Switching of Pyruvate Kinase Isoform L to M2 Promotes Metabolic Reprogramming in Hepatocarcinogenesis

• Published in: PloS one Vol. 9; no. 12; p. e115036
• Main Authors: Wong, Carmen Chak-Lui, Au, Sandy Leung-Kuen, Tse, Aki Pui-Wah, Xu, Iris Ming-Jing, Lai, Robin Kit-Ho, Chiu, David Kung-Chun, Wei, Larry Lai, Fan, Dorothy Ngo-Yin, Tsang, Felice Ho-Ching, Lo, Regina Cheuk-Lam, Wong, Chun-Ming, Ng, Irene Oi-Lin
• Format: Journal Article
• Language: English
• Published: United States Public Library of Science 26.12.2014; Public Library of Science (PLoS)

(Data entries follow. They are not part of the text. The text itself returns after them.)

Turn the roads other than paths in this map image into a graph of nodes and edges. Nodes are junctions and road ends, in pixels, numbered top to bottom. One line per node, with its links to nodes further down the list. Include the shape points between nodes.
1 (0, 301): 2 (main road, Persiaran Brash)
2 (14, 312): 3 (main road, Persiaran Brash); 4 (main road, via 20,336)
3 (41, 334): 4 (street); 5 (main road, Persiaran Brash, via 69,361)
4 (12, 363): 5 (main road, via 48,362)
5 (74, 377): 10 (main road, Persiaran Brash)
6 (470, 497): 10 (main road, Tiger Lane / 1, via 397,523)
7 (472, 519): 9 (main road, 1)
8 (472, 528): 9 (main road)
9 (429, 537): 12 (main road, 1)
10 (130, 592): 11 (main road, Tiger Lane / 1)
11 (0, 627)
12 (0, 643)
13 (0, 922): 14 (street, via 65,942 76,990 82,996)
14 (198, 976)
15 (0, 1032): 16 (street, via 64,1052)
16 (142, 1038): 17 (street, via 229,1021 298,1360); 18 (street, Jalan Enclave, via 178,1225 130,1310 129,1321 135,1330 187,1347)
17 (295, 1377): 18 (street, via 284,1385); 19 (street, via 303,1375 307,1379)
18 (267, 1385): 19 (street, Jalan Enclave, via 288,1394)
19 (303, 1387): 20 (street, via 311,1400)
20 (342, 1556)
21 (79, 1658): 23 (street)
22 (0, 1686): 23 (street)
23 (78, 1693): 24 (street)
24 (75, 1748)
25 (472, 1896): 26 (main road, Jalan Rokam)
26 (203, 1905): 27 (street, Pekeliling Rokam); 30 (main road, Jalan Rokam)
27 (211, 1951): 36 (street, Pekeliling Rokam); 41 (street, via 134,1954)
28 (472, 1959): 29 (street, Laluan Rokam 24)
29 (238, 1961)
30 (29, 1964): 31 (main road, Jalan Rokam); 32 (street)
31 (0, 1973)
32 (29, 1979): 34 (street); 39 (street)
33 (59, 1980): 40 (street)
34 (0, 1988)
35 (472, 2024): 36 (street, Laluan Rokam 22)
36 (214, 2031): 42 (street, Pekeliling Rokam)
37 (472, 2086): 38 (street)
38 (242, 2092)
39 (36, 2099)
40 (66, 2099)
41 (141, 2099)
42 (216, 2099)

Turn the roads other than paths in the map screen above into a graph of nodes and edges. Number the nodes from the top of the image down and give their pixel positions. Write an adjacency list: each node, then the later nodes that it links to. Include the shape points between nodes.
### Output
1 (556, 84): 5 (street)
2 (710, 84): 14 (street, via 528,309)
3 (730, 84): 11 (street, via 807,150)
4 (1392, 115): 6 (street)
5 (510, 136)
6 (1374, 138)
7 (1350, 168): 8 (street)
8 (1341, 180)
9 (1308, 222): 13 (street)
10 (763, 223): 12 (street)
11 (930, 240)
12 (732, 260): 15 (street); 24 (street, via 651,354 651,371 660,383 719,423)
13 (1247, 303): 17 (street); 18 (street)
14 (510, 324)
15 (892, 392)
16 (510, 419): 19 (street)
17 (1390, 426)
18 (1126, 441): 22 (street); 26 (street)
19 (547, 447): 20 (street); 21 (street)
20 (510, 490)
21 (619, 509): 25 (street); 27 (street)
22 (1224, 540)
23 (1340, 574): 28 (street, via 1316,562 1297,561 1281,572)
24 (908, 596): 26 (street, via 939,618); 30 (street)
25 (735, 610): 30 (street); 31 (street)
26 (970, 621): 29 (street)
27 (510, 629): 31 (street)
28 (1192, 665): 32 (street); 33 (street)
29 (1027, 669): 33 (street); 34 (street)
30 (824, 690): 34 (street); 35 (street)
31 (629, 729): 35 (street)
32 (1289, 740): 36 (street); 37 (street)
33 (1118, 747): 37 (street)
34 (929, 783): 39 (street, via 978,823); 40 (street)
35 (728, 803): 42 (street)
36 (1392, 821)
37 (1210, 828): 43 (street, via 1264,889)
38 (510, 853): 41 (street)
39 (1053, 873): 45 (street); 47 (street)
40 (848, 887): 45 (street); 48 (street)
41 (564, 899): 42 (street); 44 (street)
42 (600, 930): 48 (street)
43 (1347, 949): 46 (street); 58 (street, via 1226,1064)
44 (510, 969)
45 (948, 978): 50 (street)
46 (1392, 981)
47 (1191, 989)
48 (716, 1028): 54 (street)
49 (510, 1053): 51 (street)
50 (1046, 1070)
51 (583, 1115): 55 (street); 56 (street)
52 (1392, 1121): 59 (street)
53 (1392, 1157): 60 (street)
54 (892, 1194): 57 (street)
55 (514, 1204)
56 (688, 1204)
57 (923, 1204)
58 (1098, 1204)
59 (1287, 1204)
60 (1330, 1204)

• Subjects: Animals; Biology and Life Sciences; Biotechnology; Carcinoma, Hepatocellular - genetics; Carcinoma, Hepatocellular - metabolism; Carcinoma, Hepatocellular - pathology; Carrier Proteins - genetics; Carrier Proteins - metabolism; Cell Line, Tumor; Cell Proliferation; Female; Gastric cancer; Gene expression; Gene Expression Regulation, Neoplastic; Genes; Glucose; Glycolysis; Hep G2 Cells; Hepatocellular carcinoma; Homeostasis; Humans; Implantation; In vivo methods and tests; Kinases; Laboratories; Liver; Liver cancer; Liver Neoplasms - genetics; Liver Neoplasms - metabolism; Liver Neoplasms - pathology; Liver Neoplasms, Experimental; Lung Neoplasms - pathology; Lung Neoplasms - secondary; Lungs; Male; Medicine and Health Sciences; Membrane Proteins - genetics; Membrane Proteins - metabolism; Metabolism; Metastases; Metastasis; Mice; Mice, Nude; MicroRNAs; MicroRNAs - genetics; MicroRNAs - metabolism; miRNA; Molecular modelling; Overexpression; Pathology; Phosphorylation; Prognosis; Pyruvate kinase; Pyruvic acid; Ribonucleic acid; RNA; Stem cells; Stomach cancer; Surgical implants; Thyroid Hormone-Binding Proteins; Thyroid Hormones - genetics; Thyroid Hormones - metabolism; Tumors; Hong Kong China; China
• ISSN: 1932-6203; 1932-6203
• DOI: 10.1371/journal.pone.0115036

Hepatocellular carcinoma (HCC) is an aggressive tumor, with a high mortality rate due to late symptom presentation and frequent tumor recurrences and metastasis. It is also a rapidly growing tumor supported by different metabolic mechanisms; nevertheless, the biological and molecular mechanisms involved in the metabolic reprogramming in HCC are unclear. In this study, we found that pyruvate kinase M2 (PKM2) was frequently over-expressed in human HCCs and its over-expression was associated with aggressive clinicopathological features and poor prognosis of HCC patients. Furthermore, knockdown of PKM2 suppressed aerobic glycolysis and cell proliferation in HCC cell lines in vitro. Importantly, knockdown of PKM2 hampered HCC growth in both subcutaneous injection and orthotopic liver implantation models, and reduced lung metastasis in vivo. Of significance, PKM2 over-expression in human HCCs was associated with a down-regulation of a liver-specific microRNA, miR-122. We further showed that miR-122 interacted with the 3UTR of the PKM2 gene. Re-expression of miR-122 in HCC cell lines reduced PKM2 expression, decreased glucose uptake in vitro, and suppressed HCC tumor growth in vivo. Our clinical data and functional studies have revealed a novel biological mechanism involved in HCC metabolic reprogramming.